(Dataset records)
◇ ◇ ◇ ◇ ◇

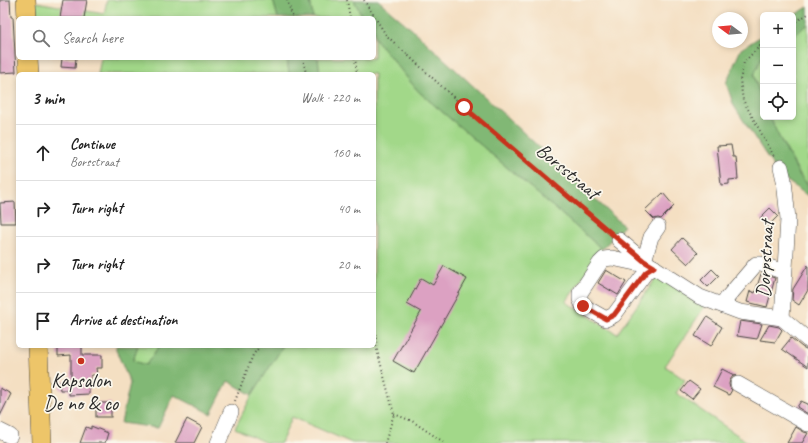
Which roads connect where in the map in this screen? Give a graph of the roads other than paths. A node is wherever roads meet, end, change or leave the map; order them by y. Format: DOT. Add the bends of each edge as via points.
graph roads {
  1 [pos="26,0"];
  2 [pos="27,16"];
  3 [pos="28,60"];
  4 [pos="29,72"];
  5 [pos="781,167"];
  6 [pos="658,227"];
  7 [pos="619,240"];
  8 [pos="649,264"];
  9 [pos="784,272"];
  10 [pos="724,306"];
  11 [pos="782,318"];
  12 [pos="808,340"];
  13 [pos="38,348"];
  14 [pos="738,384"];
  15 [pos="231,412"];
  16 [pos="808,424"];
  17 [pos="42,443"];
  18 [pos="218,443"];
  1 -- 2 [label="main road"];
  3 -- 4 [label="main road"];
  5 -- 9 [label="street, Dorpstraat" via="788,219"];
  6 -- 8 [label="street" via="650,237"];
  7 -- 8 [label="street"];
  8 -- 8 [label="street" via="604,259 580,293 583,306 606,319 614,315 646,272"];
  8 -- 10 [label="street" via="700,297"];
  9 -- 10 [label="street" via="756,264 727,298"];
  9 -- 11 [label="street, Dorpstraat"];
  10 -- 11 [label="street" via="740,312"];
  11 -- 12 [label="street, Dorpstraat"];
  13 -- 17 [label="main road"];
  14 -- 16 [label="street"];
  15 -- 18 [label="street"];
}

◇ ◇ ◇ ◇ ◇

- Required action: With images omitted, output the data exactly as given.

- Task solution:
Which roads connect where in the map in this screen? Give a graph of the roads other than paths. A node is wherever roads meet, end, change or leave the map; order them by y. Format: DOT. Add the bends of each edge as via points.
graph roads {
  1 [pos="26,0"];
  2 [pos="27,16"];
  3 [pos="28,60"];
  4 [pos="29,72"];
  5 [pos="781,167"];
  6 [pos="658,227"];
  7 [pos="619,240"];
  8 [pos="649,264"];
  9 [pos="784,272"];
  10 [pos="724,306"];
  11 [pos="782,318"];
  12 [pos="808,340"];
  13 [pos="38,348"];
  14 [pos="738,384"];
  15 [pos="231,412"];
  16 [pos="808,424"];
  17 [pos="42,443"];
  18 [pos="218,443"];
  1 -- 2 [label="main road"];
  3 -- 4 [label="main road"];
  5 -- 9 [label="street, Dorpstraat" via="788,219"];
  6 -- 8 [label="street" via="650,237"];
  7 -- 8 [label="street"];
  8 -- 8 [label="street" via="604,259 580,293 583,306 606,319 614,315 646,272"];
  8 -- 10 [label="street" via="700,297"];
  9 -- 10 [label="street" via="756,264 727,298"];
  9 -- 11 [label="street, Dorpstraat"];
  10 -- 11 [label="street" via="740,312"];
  11 -- 12 [label="street, Dorpstraat"];
  13 -- 17 [label="main road"];
  14 -- 16 [label="street"];
  15 -- 18 [label="street"];
}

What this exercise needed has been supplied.